Katsumata analyzed nine years of seismic activity preceding the 2003 earthquake, involving about 2,000 temblors of magnitude 3.3 and higher in the Hokkaido region. He discovered lulls where seismic activity dropped 42 percent to 49 percent in the four to five years before the main shock occurred at two locales on or near where the fault ruptured.

These lulls were of similar length to several lulls noticed before other major earthquakes, such as the magnitude-7.9 Kermadec earthquake (which hit the islands of the same name northeast of New Zealand) in 1976, the magnitude-7.9 Andreanof Island (part of Alaska's Aleutian island chain) earthquake in 1986 and the magnitude-8.3 Hokkaido Toho-oki earthquake that hit Japan in 1994. This research, detailed online Oct. 15 in the Journal of Geophysical Research-Solid Earth, suggests that a calm or quiescence of five years before magnitude-8 temblors might be something researchers want to keep an eye out for in the future.

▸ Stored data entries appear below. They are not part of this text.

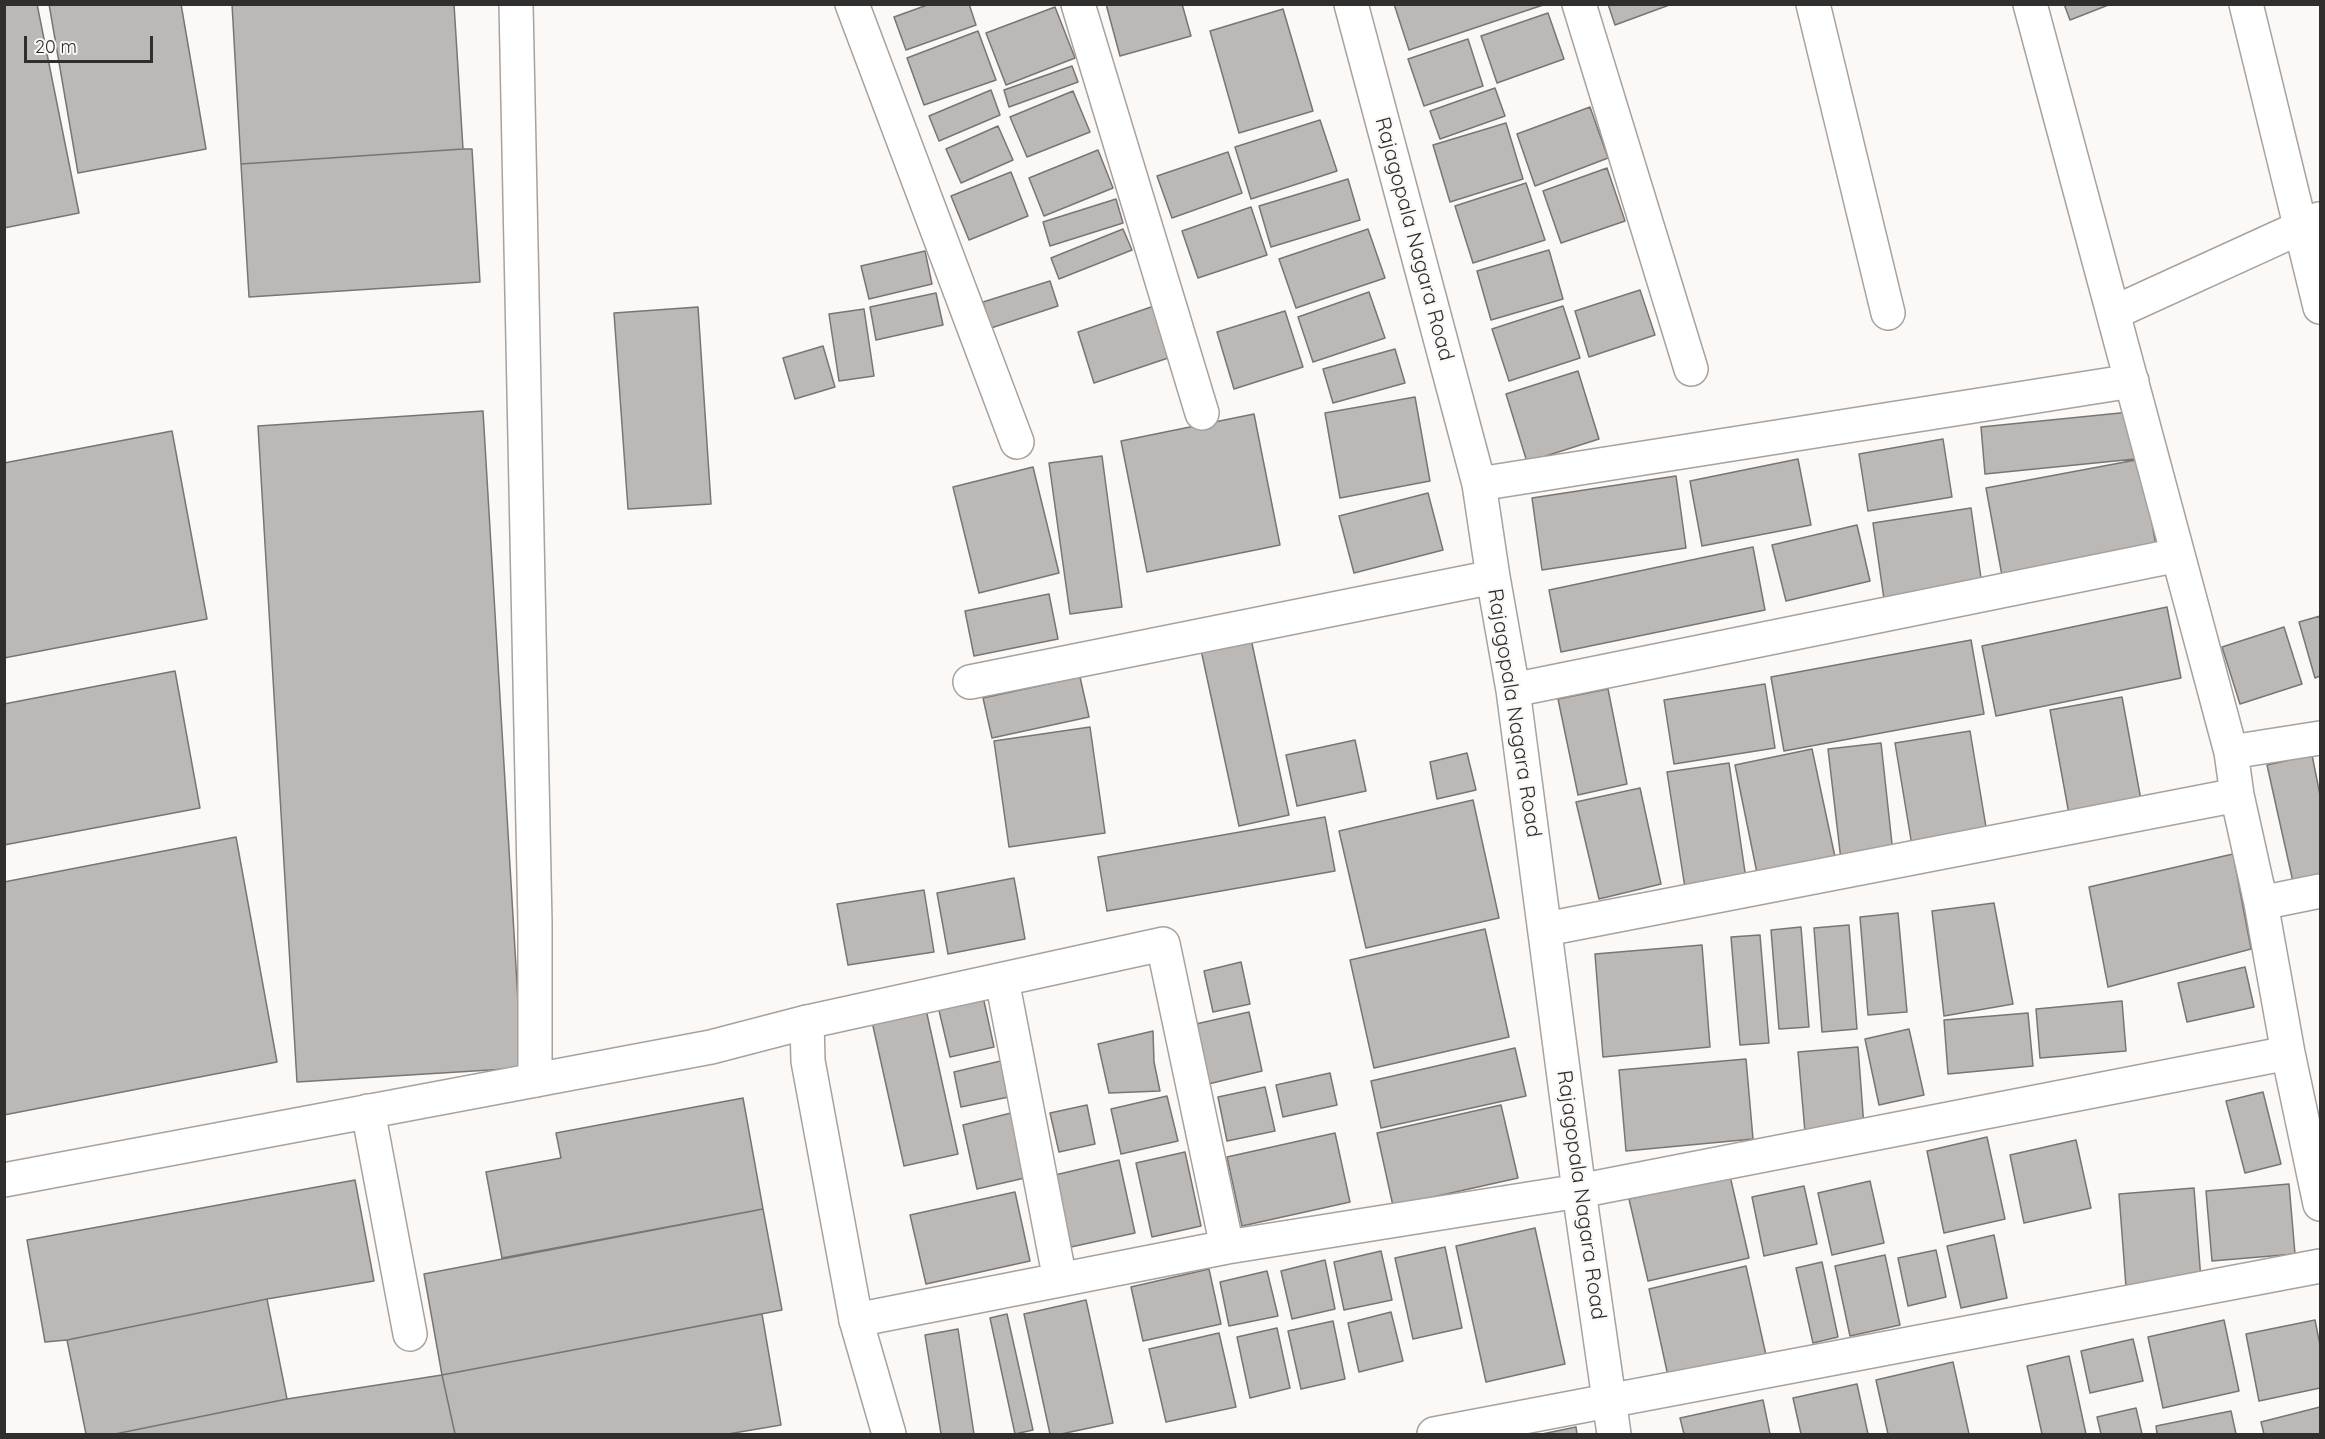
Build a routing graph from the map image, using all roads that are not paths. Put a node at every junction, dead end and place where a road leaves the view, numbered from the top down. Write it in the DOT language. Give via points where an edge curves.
graph roads {
  1 [pos="516,4"];
  2 [pos="852,4"];
  3 [pos="1077,4"];
  4 [pos="1351,4"];
  5 [pos="1579,4"];
  6 [pos="1812,4"];
  7 [pos="2030,4"];
  8 [pos="2247,4"];
  9 [pos="2310,223"];
  10 [pos="2320,307"];
  11 [pos="1888,313"];
  12 [pos="2113,313"];
  13 [pos="1691,369"];
  14 [pos="2132,381"];
  15 [pos="1202,413"];
  16 [pos="1017,442"];
  17 [pos="1479,484"];
  18 [pos="2178,555"];
  19 [pos="1493,577"];
  20 [pos="970,682"];
  21 [pos="1514,690"];
  22 [pos="2320,738"];
  23 [pos="2231,752"];
  24 [pos="2237,795"];
  25 [pos="2320,891"];
  26 [pos="2262,903"];
  27 [pos="1546,929"];
  28 [pos="1002,980"];
  29 [pos="807,1022"];
  30 [pos="2288,1053"];
  31 [pos="535,1080"];
  32 [pos="368,1111"];
  33 [pos="2314,1142"];
  34 [pos="4,1179"];
  35 [pos="1579,1191"];
  36 [pos="2320,1204"];
  37 [pos="1227,1247"];
  38 [pos="2320,1266"];
  39 [pos="1060,1280"];
  40 [pos="856,1320"];
  41 [pos="410,1334"];
  42 [pos="1609,1401"];
  43 [pos="889,1434"];
  44 [pos="1434,1434"];
  45 [pos="1614,1434"];
  1 -- 31 [label="street"];
  2 -- 16 [label="street"];
  3 -- 15 [label="street"];
  4 -- 17 [label="street, Rajagopala Nagara Road"];
  5 -- 13 [label="street"];
  6 -- 11 [label="street"];
  7 -- 12 [label="street"];
  8 -- 9 [label="street"];
  9 -- 10 [label="street"];
  9 -- 12 [label="street"];
  12 -- 14 [label="street"];
  14 -- 17 [label="street"];
  14 -- 18 [label="street"];
  17 -- 19 [label="street, Rajagopala Nagara Road"];
  18 -- 21 [label="street"];
  18 -- 23 [label="street"];
  19 -- 20 [label="street"];
  19 -- 21 [label="street, Rajagopala Nagara Road"];
  21 -- 27 [label="street, Rajagopala Nagara Road"];
  22 -- 23 [label="street"];
  23 -- 24 [label="street"];
  24 -- 26 [label="street"];
  24 -- 27 [label="street"];
  25 -- 26 [label="street"];
  26 -- 30 [label="street"];
  27 -- 35 [label="street, Rajagopala Nagara Road"];
  28 -- 29 [label="street"];
  28 -- 37 [label="street" via="1163,944"];
  28 -- 39 [label="street"];
  29 -- 31 [label="street" via="711,1047"];
  29 -- 40 [label="street" via="808,1061"];
  30 -- 33 [label="street"];
  30 -- 35 [label="street"];
  31 -- 32 [label="street"];
  32 -- 34 [label="street"];
  32 -- 41 [label="street"];
  33 -- 36 [label="street"];
  35 -- 37 [label="street"];
  35 -- 42 [label="street, Rajagopala Nagara Road"];
  37 -- 39 [label="street"];
  38 -- 42 [label="street"];
  39 -- 40 [label="street"];
  40 -- 43 [label="street"];
  42 -- 44 [label="street"];
  42 -- 45 [label="street, Rajagopala Nagara Road"];
}
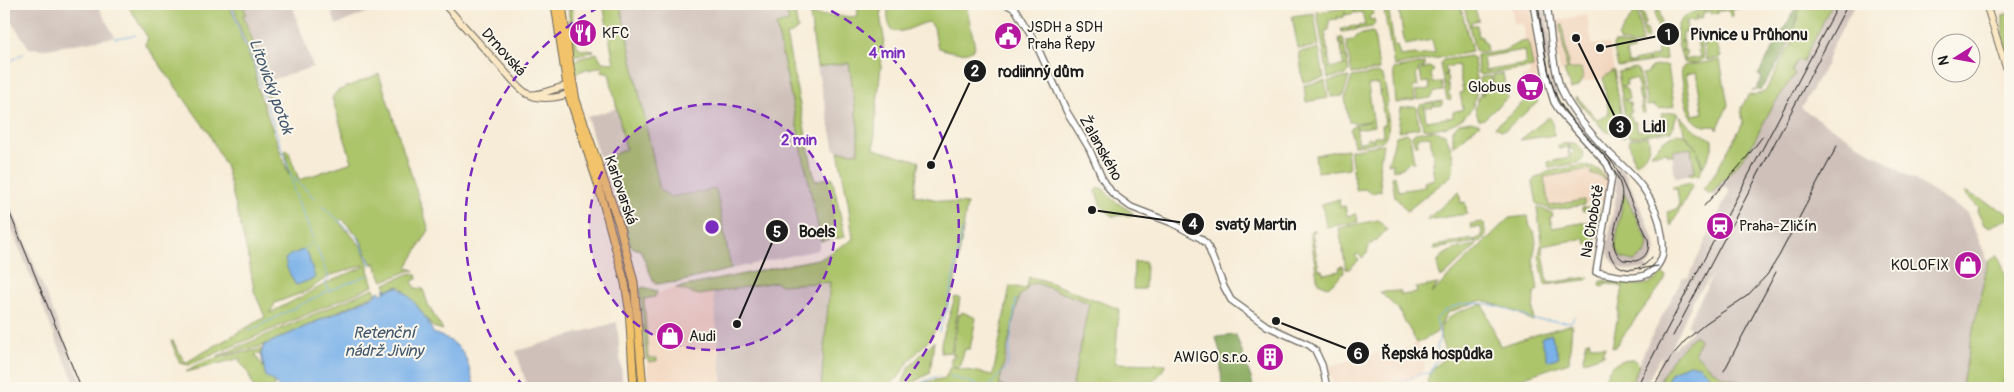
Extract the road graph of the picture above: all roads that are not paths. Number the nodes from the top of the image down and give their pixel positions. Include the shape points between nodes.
1 (444, 4) edge
2 (555, 4) edge
3 (562, 4) edge
4 (1006, 4) edge
5 (1533, 4) edge
6 (1547, 4) edge
7 (1986, 4) edge
8 (2010, 80) edge
9 (569, 89) junction
10 (634, 388) edge
11 (642, 388) edge
12 (1327, 388) edge

1 - 9 main road, Drnovská via 527,94 543,98
2 - 9 main road, Karlovarská
3 - 9 main road, Karlovarská
4 - 12 street, Žalanského via 1015,9 1029,32 1067,112 1112,192 1131,207 1172,223 1207,244 1231,300 1267,326 1315,350
5 - 6 street, Na Chobotě via 1554,102 1602,157 1611,173 1596,272 1624,277 1647,275 1658,266 1663,252 1654,203 1577,116 1564,96 1557,72
7 - 8 main road
9 - 10 main road, Karlovarská via 625,283
9 - 11 main road, Karlovarská via 619,224 632,271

"I think that seismic quiescence is the most promising method for intermediate-term earthquake prediction, 'intermediate-term' meaning some years long," Katsumata told OurAmazingPlanet.

Future threat
Katsumata also investigated the devastating magnitude-9.0 quake that struck off the coast of Tohoku in Japan in March. He analyzed 5,770 earthquakes with magnitudes 4.5 or greater that occurred in Japan between 1965 and 2010 and found there seemed to be a lull in seismic activity in the Tohoku area beginning in 1987, findings he detailed online Sept. 27 in the journal Earth, Planets and Space.

"I have a hypothesis that a seismic quiescence lasting more than 20 years is a precursor to magnitude 9 earthquakes," Katsumata said.

This research also revealed a seismic lull in the Boso area of Japan.

"If my hypothesis is correct, we will have another magnitude-9 earthquake in Boso area," Katsumata warned. "The Boso area is very close to Tokyo."